== Segment start ==
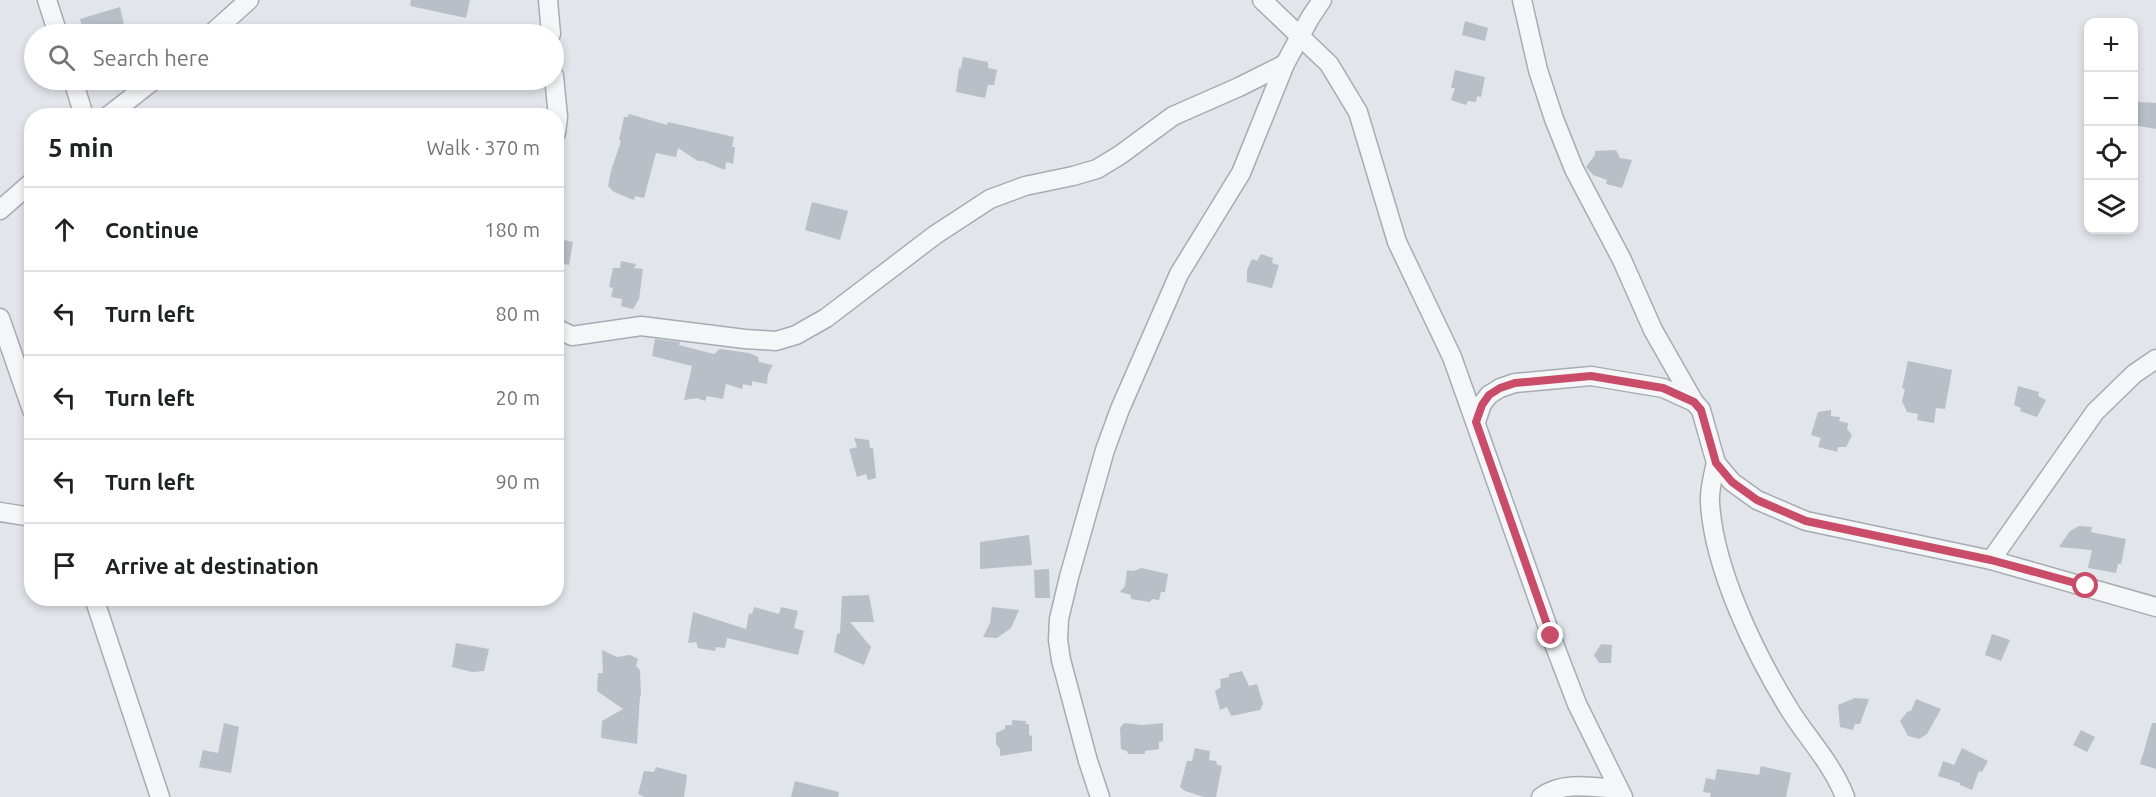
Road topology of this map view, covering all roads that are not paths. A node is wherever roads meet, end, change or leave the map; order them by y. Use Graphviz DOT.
graph roads {
  1 [pos="47,0"];
  2 [pos="249,0"];
  3 [pos="548,0"];
  4 [pos="1262,0"];
  5 [pos="1322,0"];
  6 [pos="1522,0"];
  7 [pos="229,8"];
  8 [pos="55,24"];
  9 [pos="218,24"];
  10 [pos="550,24"];
  11 [pos="1300,36"];
  12 [pos="1285,64"];
  13 [pos="76,90"];
  14 [pos="141,90"];
  15 [pos="555,90"];
  16 [pos="82,108"];
  17 [pos="118,108"];
  18 [pos="557,108"];
  19 [pos="24,189"];
  20 [pos="0,210"];
  21 [pos="0,318"];
  22 [pos="564,332"];
  23 [pos="2156,359"];
  24 [pos="24,387"];
  25 [pos="1694,402"];
  26 [pos="1476,422"];
  27 [pos="1716,463"];
  28 [pos="0,512"];
  29 [pos="24,516"];
  30 [pos="1991,560"];
  31 [pos="97,606"];
  32 [pos="2156,607"];
  33 [pos="1620,793"];
  34 [pos="160,797"];
  35 [pos="1100,797"];
  36 [pos="1541,797"];
  37 [pos="1845,797"];
  1 -- 8 [label="street"];
  2 -- 7 [label="street"];
  3 -- 10 [label="street"];
  4 -- 11 [label="street"];
  5 -- 11 [label="street"];
  6 -- 25 [label="street"];
  7 -- 9 [label="street"];
  11 -- 12 [label="street"];
  11 -- 26 [label="street"];
  12 -- 22 [label="street"];
  12 -- 35 [label="street"];
  13 -- 16 [label="street"];
  14 -- 17 [label="street"];
  15 -- 18 [label="street"];
  19 -- 20 [label="street"];
  21 -- 24 [label="street"];
  23 -- 30 [label="street"];
  25 -- 26 [label="street"];
  25 -- 27 [label="street"];
  26 -- 33 [label="street"];
  27 -- 30 [label="street"];
  27 -- 37 [label="street"];
  28 -- 29 [label="street"];
  30 -- 32 [label="street"];
  31 -- 34 [label="street"];
  33 -- 36 [label="street"];
}
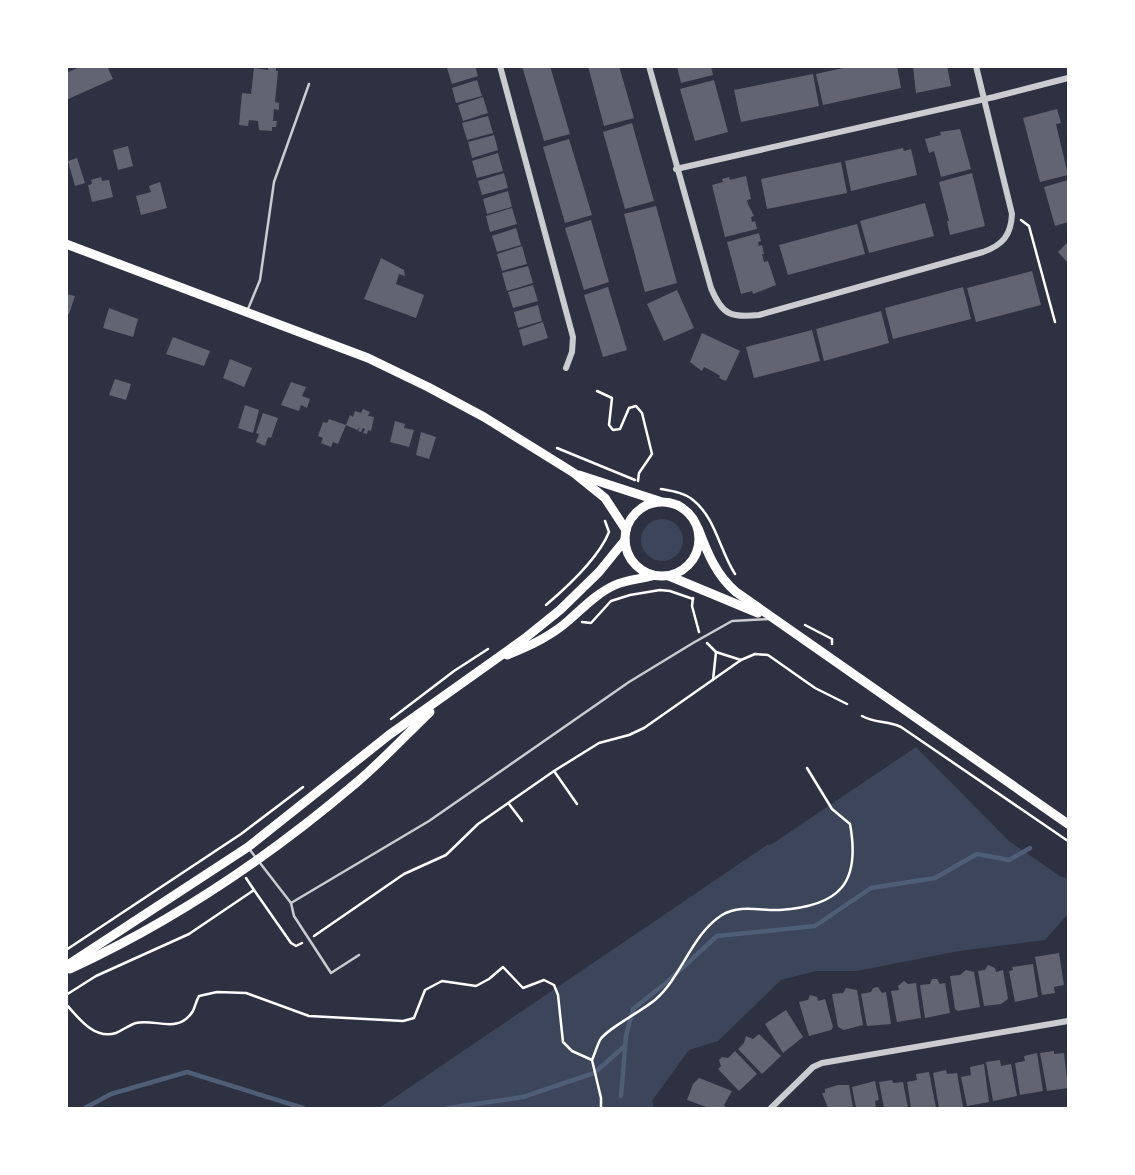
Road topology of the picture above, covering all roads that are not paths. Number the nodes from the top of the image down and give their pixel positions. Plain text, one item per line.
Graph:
1 (500, 66) edge
2 (649, 66) edge
3 (976, 66) edge
4 (1069, 78) edge
5 (309, 84) dead end
6 (984, 99) junction
7 (677, 169) junction
8 (66, 244) edge
9 (247, 312) junction
10 (566, 368) dead end
11 (574, 473) junction
12 (660, 502) junction
13 (698, 528) junction
14 (625, 535) junction
15 (654, 576) junction
16 (670, 576) junction
17 (772, 619) junction
18 (496, 660) junction
19 (452, 692) junction
20 (1069, 824) edge
21 (248, 847) junction
22 (258, 860) junction
23 (291, 903) junction
24 (359, 955) dead end
25 (66, 969) edge
26 (1069, 1021) edge
27 (771, 1108) edge

1 - 10 street
2 - 7 street
3 - 6 street
4 - 6 street
5 - 9 lane
6 - 7 street
6 - 7 street
8 - 9 main road
9 - 11 main road
11 - 12 main road
11 - 14 main road
12 - 13 main road
12 - 14 main road
13 - 16 main road
13 - 17 main road
14 - 15 main road
14 - 18 main road
15 - 16 main road
15 - 18 main road
16 - 17 main road
17 - 20 main road
17 - 23 lane
18 - 19 main road
19 - 21 main road
19 - 22 main road
21 - 22 lane
21 - 25 main road
22 - 23 lane
22 - 25 main road
23 - 24 lane
26 - 27 street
== Segment end ==
→ What the task asks:
Wherever a line in the entries holds "paths", copy that line.

→ Response for this exercise:
Road topology of this map view, covering all roads that are not paths. A node is wherever roads meet, end, change or leave the map; order them by y. Use Graphviz DOT.
Road topology of the picture above, covering all roads that are not paths. Number the nodes from the top of the image down and give their pixel positions. Plain text, one item per line.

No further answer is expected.